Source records
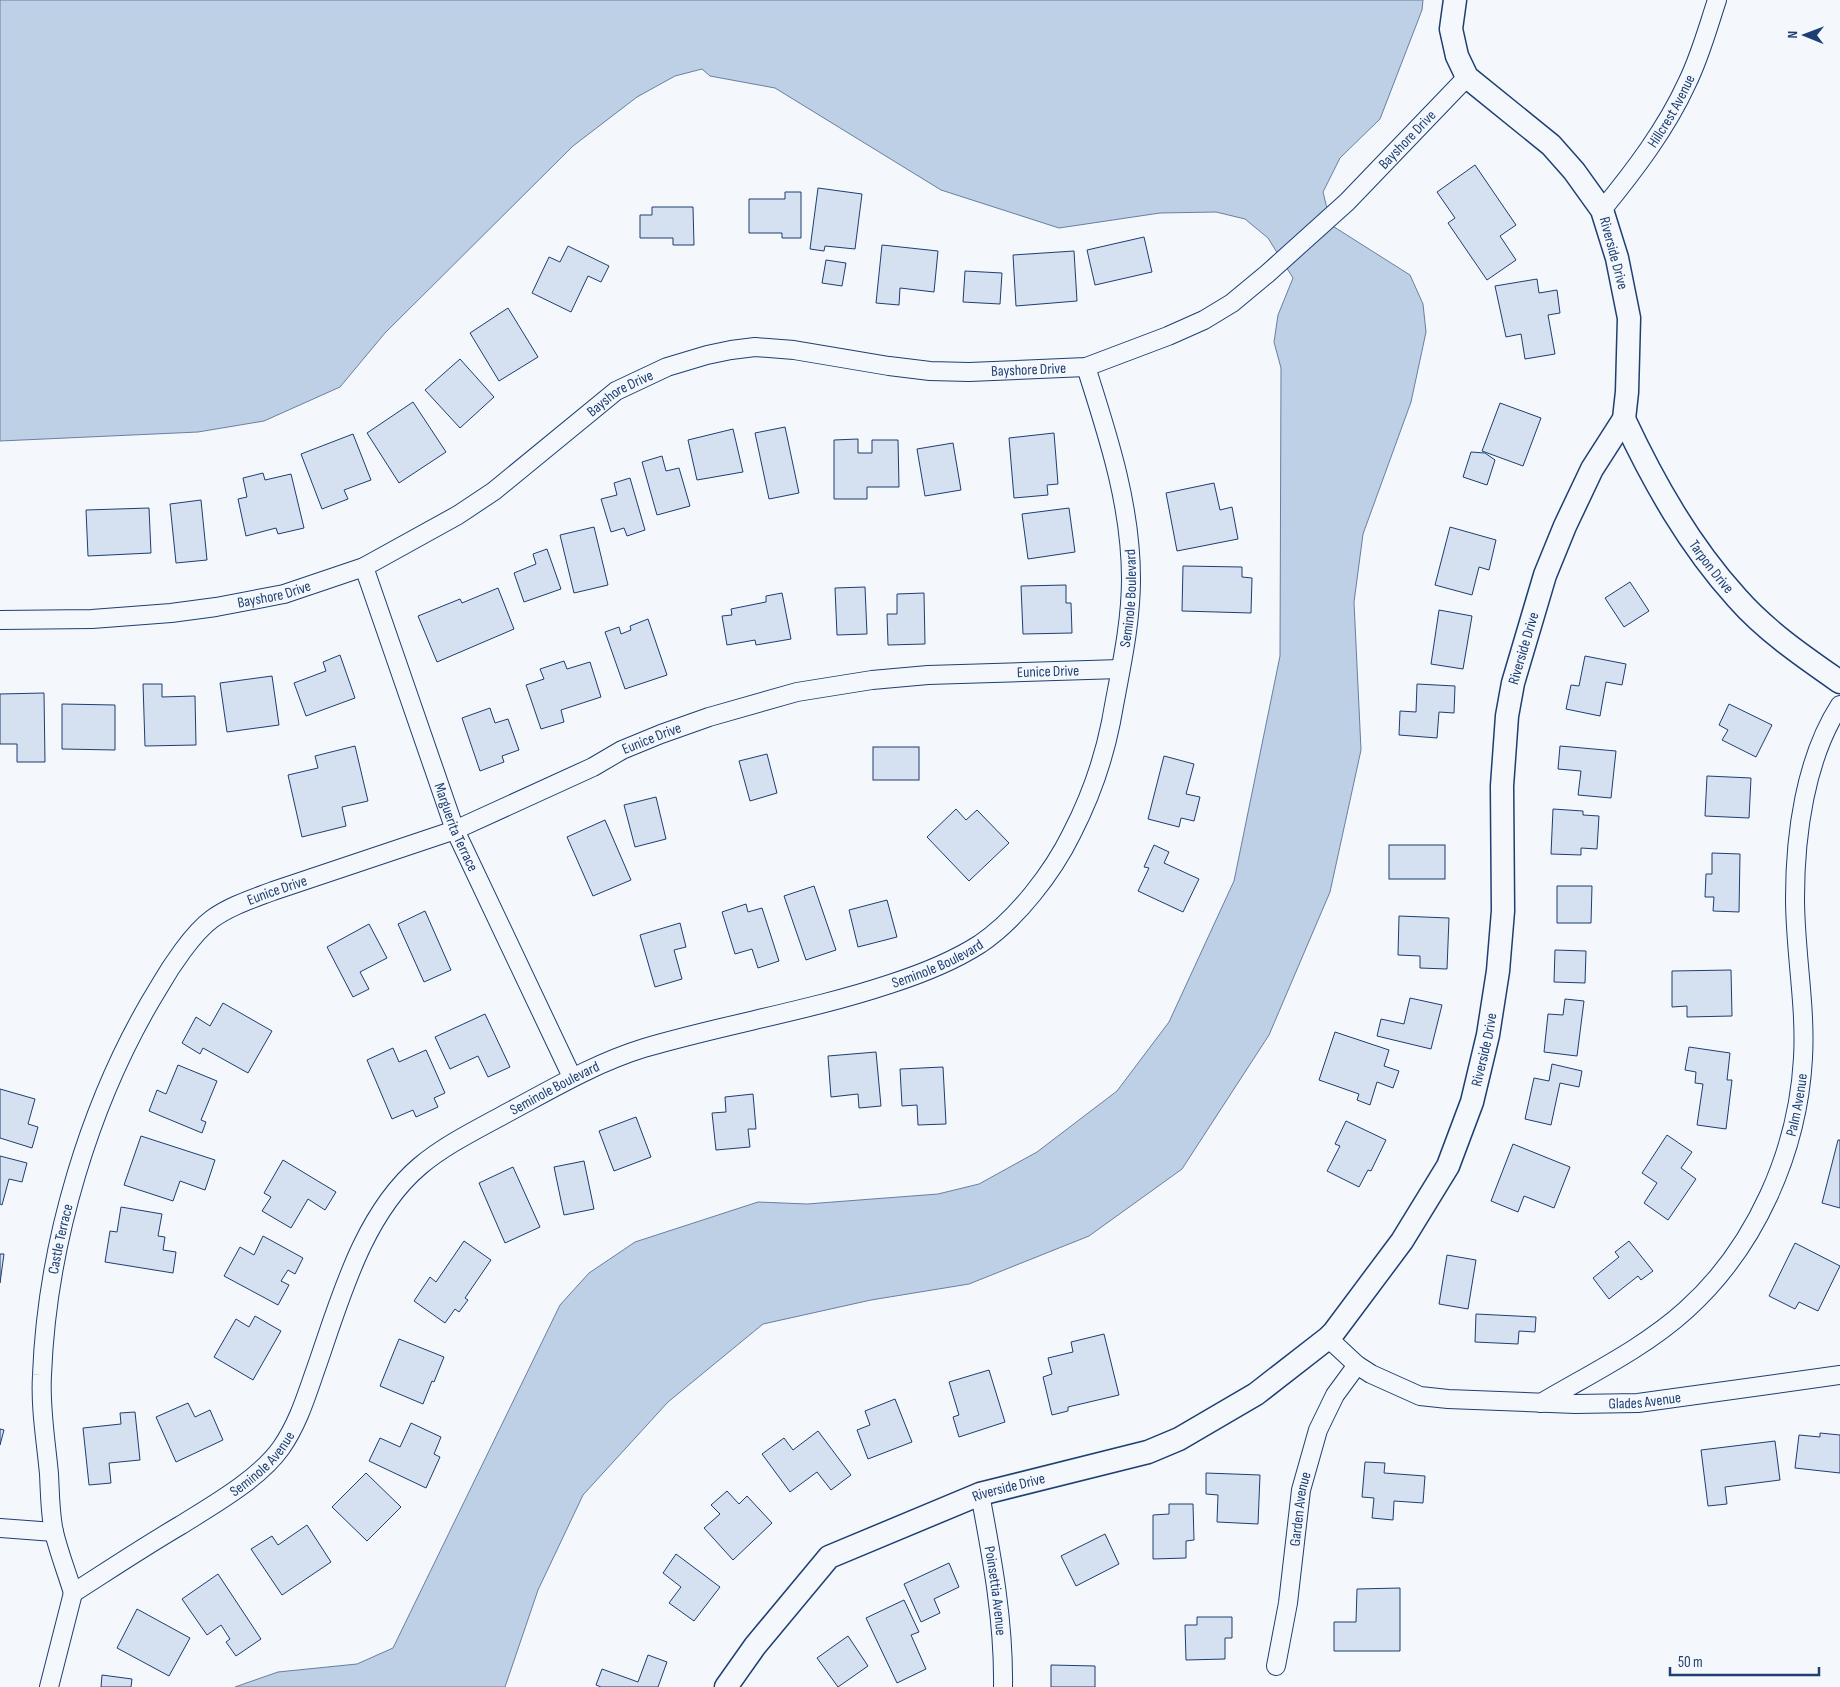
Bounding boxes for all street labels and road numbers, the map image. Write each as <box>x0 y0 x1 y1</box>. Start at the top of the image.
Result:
street label: Hillcrest Avenue <box>1643 72 1700 152</box>
street label: Bayshore Drive <box>1375 106 1440 173</box>
street label: Riverside Drive <box>1595 215 1632 292</box>
street label: Bayshore Drive <box>991 359 1066 381</box>
street label: Bayshore Drive <box>583 366 656 421</box>
street label: Tarpon Drive <box>1684 536 1738 598</box>
street label: Seminole Boulevard <box>1116 548 1141 649</box>
street label: Bayshore Drive <box>236 577 313 613</box>
street label: Riverside Drive <box>1504 610 1543 687</box>
street label: Eunice Drive <box>1017 661 1079 682</box>
street label: Eunice Drive <box>619 719 684 759</box>
street label: Marguerita Terrace <box>429 780 482 875</box>
street label: Eunice Drive <box>244 871 310 910</box>
street label: Seminole Boulevard <box>889 935 987 993</box>
street label: Riverside Drive <box>1467 1012 1501 1088</box>
street label: Seminole Boulevard <box>507 1057 602 1120</box>
street label: Palm Avenue <box>1782 1073 1812 1138</box>
street label: Castle Terrace <box>44 1202 78 1276</box>
street label: Glades Avenue <box>1608 1388 1682 1413</box>
street label: Seminole Avenue <box>226 1428 299 1501</box>
street label: Riverside Drive <box>969 1469 1047 1506</box>
street label: Garden Avenue <box>1286 1470 1316 1547</box>
street label: Poinsettia Avenue <box>980 1545 1010 1636</box>

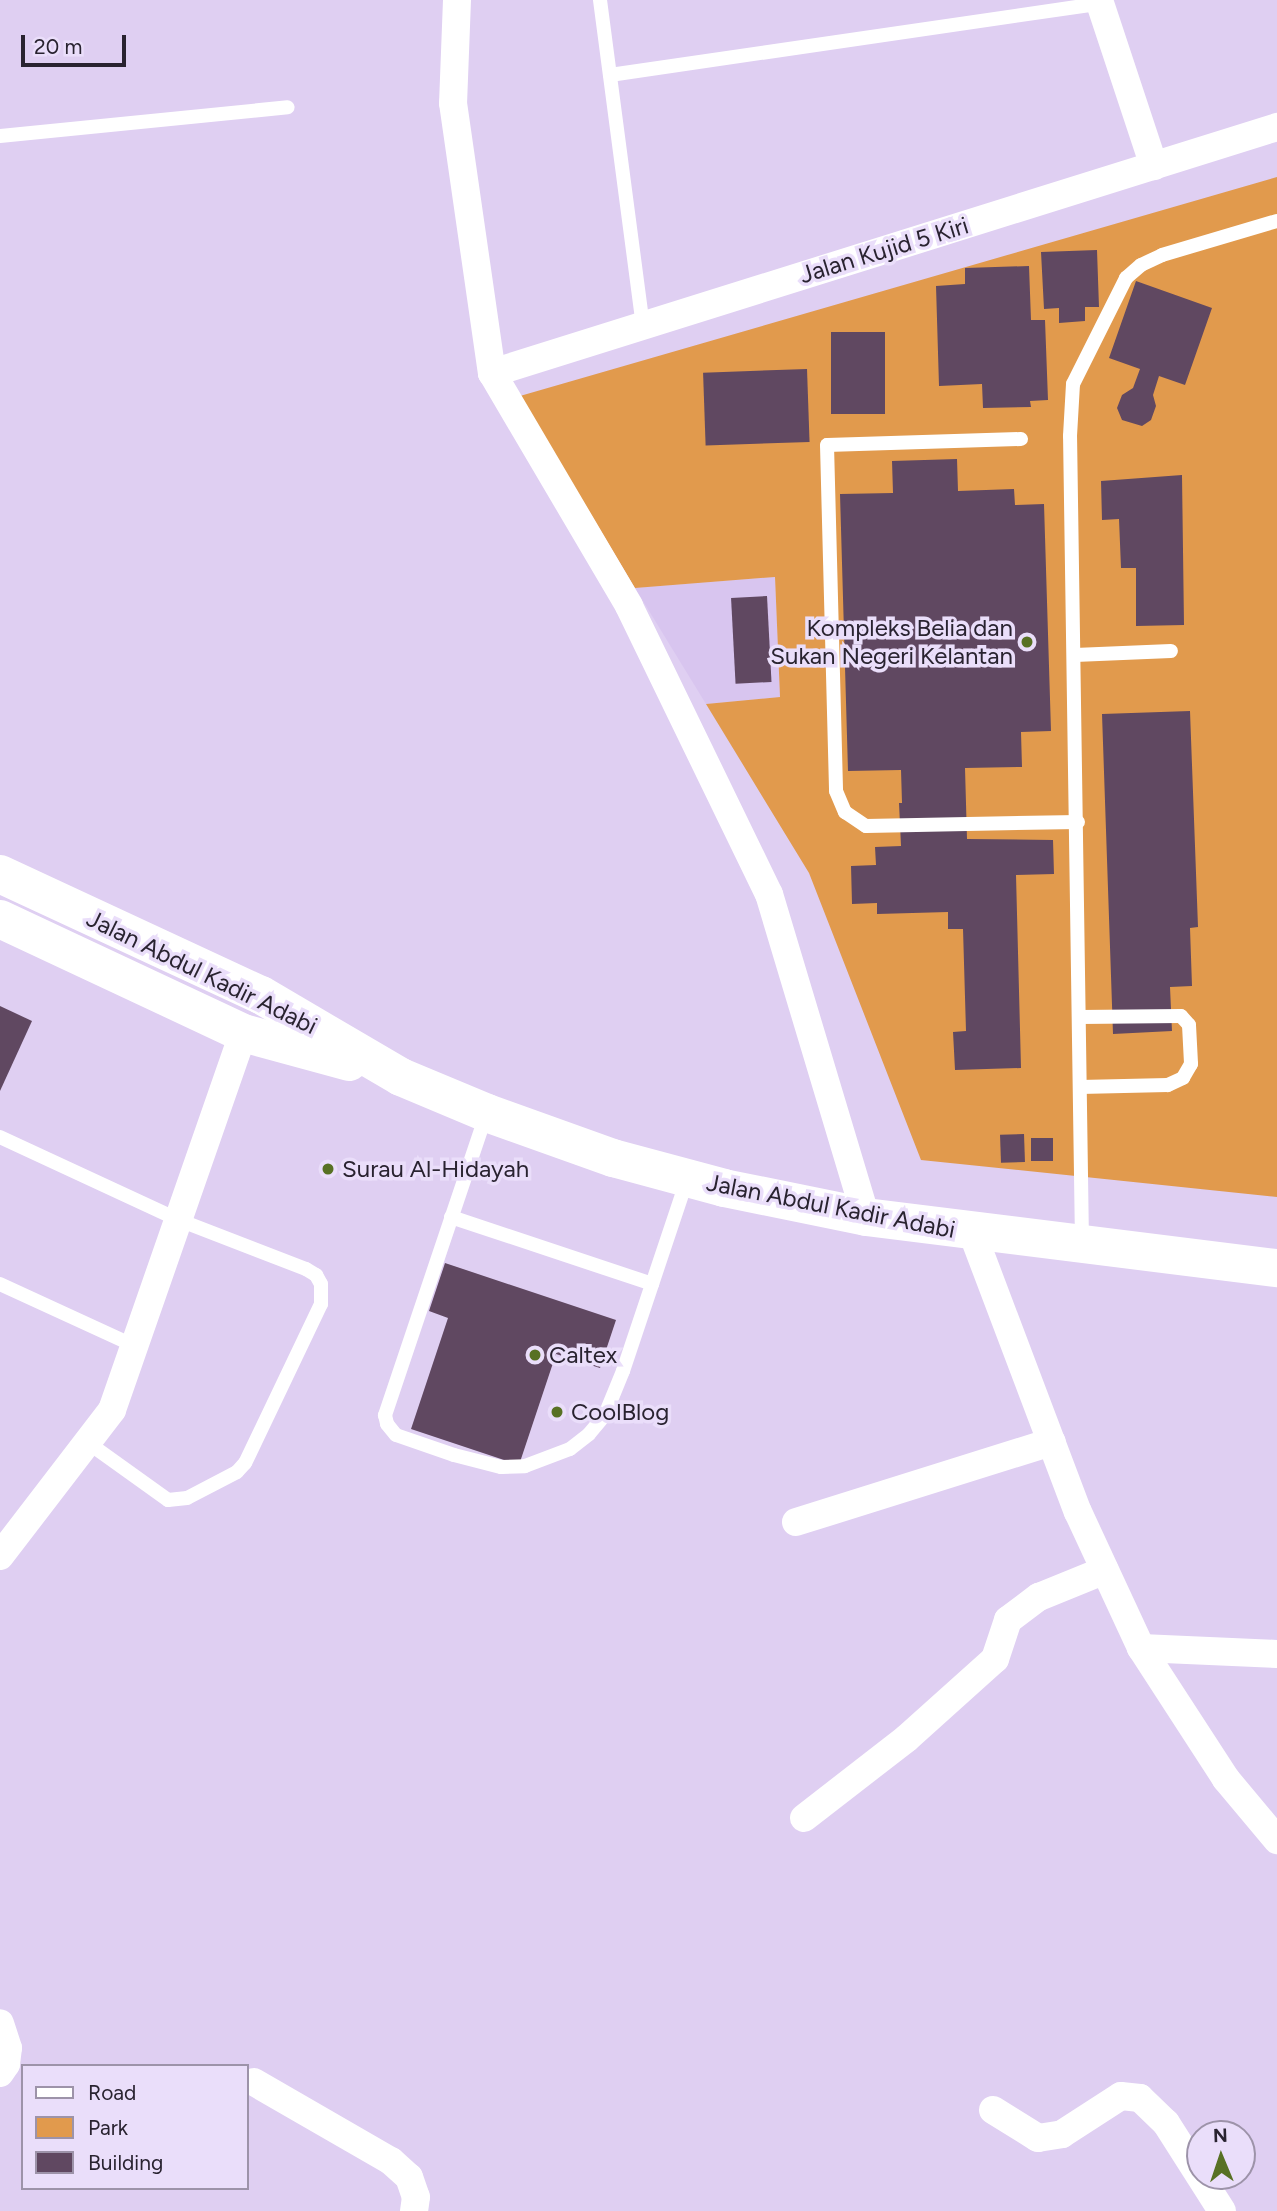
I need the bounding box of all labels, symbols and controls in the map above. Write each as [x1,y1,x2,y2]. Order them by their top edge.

### Task item:
Leave the pictures behind and transcribe every record above exactly.

### Solution:
Bounding boxes for all street labels and road numbers, the map image. Write each as <box>x0 y0 x1 y1</box>. Start at the top of the image.
Result:
street label: Hillcrest Avenue <box>1643 72 1700 152</box>
street label: Bayshore Drive <box>1375 106 1440 173</box>
street label: Riverside Drive <box>1595 215 1632 292</box>
street label: Bayshore Drive <box>991 359 1066 381</box>
street label: Bayshore Drive <box>583 366 656 421</box>
street label: Tarpon Drive <box>1684 536 1738 598</box>
street label: Seminole Boulevard <box>1116 548 1141 649</box>
street label: Bayshore Drive <box>236 577 313 613</box>
street label: Riverside Drive <box>1504 610 1543 687</box>
street label: Eunice Drive <box>1017 661 1079 682</box>
street label: Eunice Drive <box>619 719 684 759</box>
street label: Marguerita Terrace <box>429 780 482 875</box>
street label: Eunice Drive <box>244 871 310 910</box>
street label: Seminole Boulevard <box>889 935 987 993</box>
street label: Riverside Drive <box>1467 1012 1501 1088</box>
street label: Seminole Boulevard <box>507 1057 602 1120</box>
street label: Palm Avenue <box>1782 1073 1812 1138</box>
street label: Castle Terrace <box>44 1202 78 1276</box>
street label: Glades Avenue <box>1608 1388 1682 1413</box>
street label: Seminole Avenue <box>226 1428 299 1501</box>
street label: Riverside Drive <box>969 1469 1047 1506</box>
street label: Garden Avenue <box>1286 1470 1316 1547</box>
street label: Poinsettia Avenue <box>980 1545 1010 1636</box>

I need the bounding box of all labels, symbols and controls in the map above. Write each as [x1,y1,x2,y2]. Order them by their top edge.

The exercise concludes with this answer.